As a rule, activated carbon is purer and of better quality than activated charcoal. It can be used as a filter, and it is certainly much preferable not to filter the water at all. Charcoal is a product made from wood, bamboo, or other organic substances. It is created by slowly cooking the wood in the presence of the least amount of oxygen possible.

Traditionally, coal burners who worked in forests did so by building and covering piles of slow-burning wood; a high level of skill was needed to ensure that the delicate combustion process resulted in good quality coal. Nowadays, the process is still pretty much the same, but it happens in concrete kilns or multi-household kilns called Retortas. Charcoal has many uses aside from eliminating odors. For instance, it can be used to reduce the effect of poisons, filter distilled beverages such as gin or whiskey, and purify gold.

Activated carbon

is essentially the same as activated charcoal, and both terms are interchangeable.

Carbon is a pure element found naturally in a variety of allotropes, while charcoal is the carbonized product of wood pyrolyzation. Carbon has no intrinsic filtering properties, while charcoal is a porous material that can burn or absorb contaminants. Activated carbon is charcoal that has been specially processed to have a very high surface area. This surface is what contaminants adsorb to remove them from air and water. Potassium permanganate is used in activated carbon filter media to help cause the reaction between the carbon medium and the oxidation of polar or low molecular weight compounds. Odors are another air pollutant that activated carbon filters can help eradicate from the indoor air space.

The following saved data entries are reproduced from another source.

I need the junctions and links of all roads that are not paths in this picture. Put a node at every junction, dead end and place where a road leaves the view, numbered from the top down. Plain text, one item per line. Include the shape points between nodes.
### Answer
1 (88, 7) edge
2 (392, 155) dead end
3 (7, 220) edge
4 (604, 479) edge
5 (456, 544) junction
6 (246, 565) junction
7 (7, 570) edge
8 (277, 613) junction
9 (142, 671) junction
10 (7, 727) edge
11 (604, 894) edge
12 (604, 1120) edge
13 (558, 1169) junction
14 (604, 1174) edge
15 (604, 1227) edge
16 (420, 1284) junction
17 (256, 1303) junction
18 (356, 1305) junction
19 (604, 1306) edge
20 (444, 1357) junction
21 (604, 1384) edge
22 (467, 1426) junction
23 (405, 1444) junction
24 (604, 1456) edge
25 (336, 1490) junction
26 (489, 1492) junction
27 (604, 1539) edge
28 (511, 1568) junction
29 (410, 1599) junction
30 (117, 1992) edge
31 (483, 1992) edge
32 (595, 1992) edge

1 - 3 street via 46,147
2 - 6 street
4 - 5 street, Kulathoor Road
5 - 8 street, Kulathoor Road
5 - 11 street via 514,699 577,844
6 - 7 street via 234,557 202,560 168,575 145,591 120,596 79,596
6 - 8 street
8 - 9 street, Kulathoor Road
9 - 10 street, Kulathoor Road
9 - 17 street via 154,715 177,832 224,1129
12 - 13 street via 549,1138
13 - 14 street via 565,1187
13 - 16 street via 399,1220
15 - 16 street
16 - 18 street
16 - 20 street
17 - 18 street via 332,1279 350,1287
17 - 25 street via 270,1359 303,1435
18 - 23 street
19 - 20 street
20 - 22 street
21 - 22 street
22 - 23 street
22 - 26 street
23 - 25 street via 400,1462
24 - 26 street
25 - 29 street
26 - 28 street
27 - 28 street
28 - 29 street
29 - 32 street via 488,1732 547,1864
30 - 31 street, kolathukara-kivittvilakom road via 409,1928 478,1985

Carbon filtration technology works through a method called adsorption, which consists of treating air pollutants and being trapped within the porous structure of a carbon medium. When this occurs, it will open up and create a larger surface area in the carbon medium that will allow it to capture and trap more pollutants it comes into contact with in the air. When talking about carbon air filtration, we tend to hear two specific characterizations which can raise many questions about whether both mean the same thing or if each one has its own meaning when used in filters to clean indoor air. Generally speaking, carbon filter media is activated with a positive charge and is designed to attract negatively charged pollutants present in the air. Air filters work by cleaning the air that passes through the filter medium, removing pollutants from the air such as dust, hair, pet hair, dirt, and other debris. The general use of carbon in our daily lives is more common than most people realize, and when it comes to different products that contain carbon in their construction, the list may surprise you.

Carbon filtration is an ideal choice for eliminating odors and odors from the air. As chemical contaminants are returned to indoor air than the carbon filter once collected, it can again cause a toxic environment.